I would like to join you somewhere on the Lodeve to Villefort leg. Unfortunately I have a commitment on 22 June so as soon as possible after that. But let me know if anyone else is scheduled for then as I am sure you would like to spread your supporters out.
Fiona and I walked the Stevenson Way on our 'honeymoon' - though as you will remember, Fiona was about 5 months pregnant with Hannah (the Hayes's have always pinched our names as my mother would readily point out).
RLS kept a journal of his walk, which is published and provides a much more interesting guide for walkers than 'Travels'.
John
Hi John,
ReplyDeleteEnjoying your thoughts and the countryside looks wonderful.
As for the chocolate, the label syas Postres which means dessert or sweet ans underneath sayd easy to melt. No wonder it tasted strong, it was for cooking.

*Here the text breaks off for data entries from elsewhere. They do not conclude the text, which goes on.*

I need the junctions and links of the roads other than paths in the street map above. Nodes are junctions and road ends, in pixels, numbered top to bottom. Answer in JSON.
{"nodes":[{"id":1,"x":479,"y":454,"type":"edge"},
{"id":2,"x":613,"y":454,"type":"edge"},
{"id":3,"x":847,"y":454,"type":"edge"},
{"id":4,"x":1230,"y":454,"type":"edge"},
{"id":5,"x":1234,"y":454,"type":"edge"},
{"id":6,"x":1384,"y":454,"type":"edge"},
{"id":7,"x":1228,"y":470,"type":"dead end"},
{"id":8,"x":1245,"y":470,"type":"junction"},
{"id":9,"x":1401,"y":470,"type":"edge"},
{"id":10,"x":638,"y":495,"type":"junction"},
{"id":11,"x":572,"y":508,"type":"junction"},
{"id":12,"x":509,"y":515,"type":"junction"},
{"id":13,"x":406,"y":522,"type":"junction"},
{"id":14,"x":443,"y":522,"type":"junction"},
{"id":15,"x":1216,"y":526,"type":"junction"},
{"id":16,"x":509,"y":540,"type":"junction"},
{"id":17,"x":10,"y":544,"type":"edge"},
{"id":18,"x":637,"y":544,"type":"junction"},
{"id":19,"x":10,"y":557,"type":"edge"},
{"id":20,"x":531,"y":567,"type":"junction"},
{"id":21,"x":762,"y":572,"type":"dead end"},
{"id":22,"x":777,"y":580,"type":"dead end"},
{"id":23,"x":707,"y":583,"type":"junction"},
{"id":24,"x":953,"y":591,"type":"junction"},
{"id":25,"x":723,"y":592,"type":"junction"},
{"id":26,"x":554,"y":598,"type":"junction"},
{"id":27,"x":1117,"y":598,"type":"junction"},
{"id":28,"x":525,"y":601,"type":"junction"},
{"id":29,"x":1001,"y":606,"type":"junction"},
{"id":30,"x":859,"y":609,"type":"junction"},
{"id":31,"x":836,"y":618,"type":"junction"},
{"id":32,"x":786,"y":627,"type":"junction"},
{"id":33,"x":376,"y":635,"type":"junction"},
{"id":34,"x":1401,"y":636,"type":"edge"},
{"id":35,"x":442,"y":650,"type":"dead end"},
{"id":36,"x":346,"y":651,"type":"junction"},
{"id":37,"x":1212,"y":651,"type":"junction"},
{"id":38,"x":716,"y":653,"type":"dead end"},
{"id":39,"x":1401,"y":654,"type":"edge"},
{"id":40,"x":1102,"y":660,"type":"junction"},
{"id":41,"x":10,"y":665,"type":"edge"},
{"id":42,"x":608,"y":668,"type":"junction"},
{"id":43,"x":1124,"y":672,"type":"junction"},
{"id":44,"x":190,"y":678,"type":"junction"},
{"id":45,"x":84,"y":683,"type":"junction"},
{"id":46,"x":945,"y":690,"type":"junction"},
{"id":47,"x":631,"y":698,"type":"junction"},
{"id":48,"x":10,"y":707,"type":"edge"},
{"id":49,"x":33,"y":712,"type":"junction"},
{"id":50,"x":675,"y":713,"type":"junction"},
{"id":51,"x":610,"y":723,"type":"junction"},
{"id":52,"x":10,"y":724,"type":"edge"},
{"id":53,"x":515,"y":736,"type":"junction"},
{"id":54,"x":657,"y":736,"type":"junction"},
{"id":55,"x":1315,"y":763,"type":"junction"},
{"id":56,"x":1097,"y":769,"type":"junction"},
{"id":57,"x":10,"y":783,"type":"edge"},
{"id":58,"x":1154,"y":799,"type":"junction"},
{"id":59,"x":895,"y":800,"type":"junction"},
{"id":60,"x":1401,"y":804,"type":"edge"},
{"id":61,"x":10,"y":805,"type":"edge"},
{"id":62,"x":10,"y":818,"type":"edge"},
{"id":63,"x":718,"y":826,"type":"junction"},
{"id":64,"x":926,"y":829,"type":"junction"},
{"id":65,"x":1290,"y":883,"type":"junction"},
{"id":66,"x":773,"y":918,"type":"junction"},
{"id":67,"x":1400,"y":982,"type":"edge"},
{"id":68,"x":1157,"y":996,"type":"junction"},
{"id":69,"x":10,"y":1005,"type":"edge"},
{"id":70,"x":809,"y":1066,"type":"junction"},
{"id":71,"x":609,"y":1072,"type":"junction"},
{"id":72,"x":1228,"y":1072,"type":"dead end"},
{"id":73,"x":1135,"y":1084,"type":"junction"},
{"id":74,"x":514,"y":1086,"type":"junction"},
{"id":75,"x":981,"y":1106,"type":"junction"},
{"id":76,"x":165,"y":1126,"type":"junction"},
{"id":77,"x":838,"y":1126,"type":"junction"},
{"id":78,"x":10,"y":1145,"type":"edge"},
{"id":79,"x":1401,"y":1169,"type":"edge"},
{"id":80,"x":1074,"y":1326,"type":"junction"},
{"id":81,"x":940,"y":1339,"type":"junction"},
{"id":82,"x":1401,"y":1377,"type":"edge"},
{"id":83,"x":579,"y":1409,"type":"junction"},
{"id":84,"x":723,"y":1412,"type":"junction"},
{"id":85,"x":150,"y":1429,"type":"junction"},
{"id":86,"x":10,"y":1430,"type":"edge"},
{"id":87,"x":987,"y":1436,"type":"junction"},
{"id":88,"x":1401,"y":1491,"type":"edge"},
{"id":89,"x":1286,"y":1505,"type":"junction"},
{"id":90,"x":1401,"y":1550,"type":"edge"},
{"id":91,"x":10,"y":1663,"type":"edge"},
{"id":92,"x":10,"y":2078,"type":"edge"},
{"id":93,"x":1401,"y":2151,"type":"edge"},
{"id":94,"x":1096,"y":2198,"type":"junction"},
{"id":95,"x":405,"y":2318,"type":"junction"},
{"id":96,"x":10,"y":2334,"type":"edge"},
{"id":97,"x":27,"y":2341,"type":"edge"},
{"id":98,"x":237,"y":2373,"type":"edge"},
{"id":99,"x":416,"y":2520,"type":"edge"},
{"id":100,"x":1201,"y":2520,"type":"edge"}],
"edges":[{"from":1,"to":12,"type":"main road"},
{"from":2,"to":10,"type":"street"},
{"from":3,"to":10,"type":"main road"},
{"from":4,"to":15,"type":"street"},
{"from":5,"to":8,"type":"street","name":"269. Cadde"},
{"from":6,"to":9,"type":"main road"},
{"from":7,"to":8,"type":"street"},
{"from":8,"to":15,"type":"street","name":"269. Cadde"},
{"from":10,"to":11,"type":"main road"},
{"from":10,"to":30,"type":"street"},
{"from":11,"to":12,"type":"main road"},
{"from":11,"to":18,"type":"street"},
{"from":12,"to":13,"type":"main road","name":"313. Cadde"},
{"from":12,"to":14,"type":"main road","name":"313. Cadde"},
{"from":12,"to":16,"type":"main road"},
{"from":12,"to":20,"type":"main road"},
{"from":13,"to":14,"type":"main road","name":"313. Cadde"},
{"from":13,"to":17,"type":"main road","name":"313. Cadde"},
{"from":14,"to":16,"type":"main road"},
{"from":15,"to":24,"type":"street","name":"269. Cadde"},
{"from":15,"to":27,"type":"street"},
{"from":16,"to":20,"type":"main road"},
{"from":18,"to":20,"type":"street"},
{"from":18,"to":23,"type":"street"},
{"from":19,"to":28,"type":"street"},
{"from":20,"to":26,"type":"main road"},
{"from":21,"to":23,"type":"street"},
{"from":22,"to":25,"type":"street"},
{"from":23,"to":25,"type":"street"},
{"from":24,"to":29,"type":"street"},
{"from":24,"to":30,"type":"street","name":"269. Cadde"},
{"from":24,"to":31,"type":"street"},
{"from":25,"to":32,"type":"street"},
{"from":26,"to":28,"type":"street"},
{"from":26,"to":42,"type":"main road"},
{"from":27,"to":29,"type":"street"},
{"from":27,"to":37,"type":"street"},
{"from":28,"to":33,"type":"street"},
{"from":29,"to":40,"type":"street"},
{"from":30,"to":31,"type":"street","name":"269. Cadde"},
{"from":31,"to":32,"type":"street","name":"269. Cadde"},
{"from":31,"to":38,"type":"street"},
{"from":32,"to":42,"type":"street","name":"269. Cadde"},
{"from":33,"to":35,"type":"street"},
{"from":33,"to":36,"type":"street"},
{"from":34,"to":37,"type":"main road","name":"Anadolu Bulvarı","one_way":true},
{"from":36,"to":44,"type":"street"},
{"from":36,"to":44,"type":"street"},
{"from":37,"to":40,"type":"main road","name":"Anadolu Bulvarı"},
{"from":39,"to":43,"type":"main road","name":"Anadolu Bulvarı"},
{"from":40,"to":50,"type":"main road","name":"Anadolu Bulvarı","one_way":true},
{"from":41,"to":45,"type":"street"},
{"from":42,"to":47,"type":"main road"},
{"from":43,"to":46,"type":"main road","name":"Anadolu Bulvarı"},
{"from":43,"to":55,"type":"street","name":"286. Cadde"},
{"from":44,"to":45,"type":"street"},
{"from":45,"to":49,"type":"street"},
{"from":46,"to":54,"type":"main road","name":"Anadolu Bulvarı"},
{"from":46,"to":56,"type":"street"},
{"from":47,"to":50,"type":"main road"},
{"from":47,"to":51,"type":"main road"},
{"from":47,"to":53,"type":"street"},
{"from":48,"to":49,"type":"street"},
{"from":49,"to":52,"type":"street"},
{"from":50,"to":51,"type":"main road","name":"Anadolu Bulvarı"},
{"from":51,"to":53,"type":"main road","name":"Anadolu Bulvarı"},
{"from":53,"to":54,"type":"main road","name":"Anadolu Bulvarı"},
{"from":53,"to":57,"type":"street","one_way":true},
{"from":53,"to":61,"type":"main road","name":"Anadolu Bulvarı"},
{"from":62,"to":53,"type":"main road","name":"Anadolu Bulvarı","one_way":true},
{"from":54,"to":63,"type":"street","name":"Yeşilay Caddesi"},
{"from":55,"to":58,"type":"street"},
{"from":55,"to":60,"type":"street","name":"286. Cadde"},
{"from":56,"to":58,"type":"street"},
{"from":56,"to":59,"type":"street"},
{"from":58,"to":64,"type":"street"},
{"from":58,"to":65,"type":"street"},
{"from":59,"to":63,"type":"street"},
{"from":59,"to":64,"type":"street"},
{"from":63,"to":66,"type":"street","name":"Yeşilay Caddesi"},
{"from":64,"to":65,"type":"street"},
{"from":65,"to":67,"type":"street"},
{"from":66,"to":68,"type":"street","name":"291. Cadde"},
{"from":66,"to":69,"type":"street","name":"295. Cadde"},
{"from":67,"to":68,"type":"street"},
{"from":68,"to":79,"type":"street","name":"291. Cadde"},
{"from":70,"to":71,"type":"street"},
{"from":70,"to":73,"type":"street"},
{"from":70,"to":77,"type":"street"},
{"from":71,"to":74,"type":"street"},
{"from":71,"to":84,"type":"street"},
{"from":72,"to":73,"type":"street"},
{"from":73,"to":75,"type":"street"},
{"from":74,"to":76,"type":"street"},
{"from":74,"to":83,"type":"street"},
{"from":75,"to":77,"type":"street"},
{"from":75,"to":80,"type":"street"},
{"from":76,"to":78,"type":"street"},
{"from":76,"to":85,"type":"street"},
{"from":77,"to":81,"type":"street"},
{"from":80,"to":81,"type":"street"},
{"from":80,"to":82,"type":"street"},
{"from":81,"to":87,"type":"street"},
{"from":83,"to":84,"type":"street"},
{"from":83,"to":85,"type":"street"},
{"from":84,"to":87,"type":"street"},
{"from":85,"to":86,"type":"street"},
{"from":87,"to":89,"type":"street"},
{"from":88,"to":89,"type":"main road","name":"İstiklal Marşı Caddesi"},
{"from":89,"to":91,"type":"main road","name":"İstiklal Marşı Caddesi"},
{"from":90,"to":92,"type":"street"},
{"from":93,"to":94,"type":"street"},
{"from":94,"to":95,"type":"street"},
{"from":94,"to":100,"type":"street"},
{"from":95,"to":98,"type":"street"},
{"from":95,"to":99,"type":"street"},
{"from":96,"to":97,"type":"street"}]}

Good luck, Christine (Pego)
Sounds like a great day's walking. I'm enjoying your blogs. I particularly liked the tale of the missing underpant.
ReplyDeleteHi John
ReplyDeleteJust wanted to say I'm enjoying reading your blog and seeing the photos. I'm glad the bad weather didn't last too long. You seem to have been doing some pretty hard days, so hope you get the chance of some recovery days before too long. Very best wishes.
So glad you found those underpants - one less thing for you to worry about - just the weather and the chocolate! Great blog - sounds amazing. Vicky
ReplyDeleteJohn, your right two is the light weight walking number, and 3 socks, always changing the left one. Look forward to joining me in France
ReplyDeleteHi John, sounds like a great walk, daily distances sound impressive! will have to up my training to keep up! eastern pyrenees have not had much snow this year you'll be glad to hear and by May should be clear.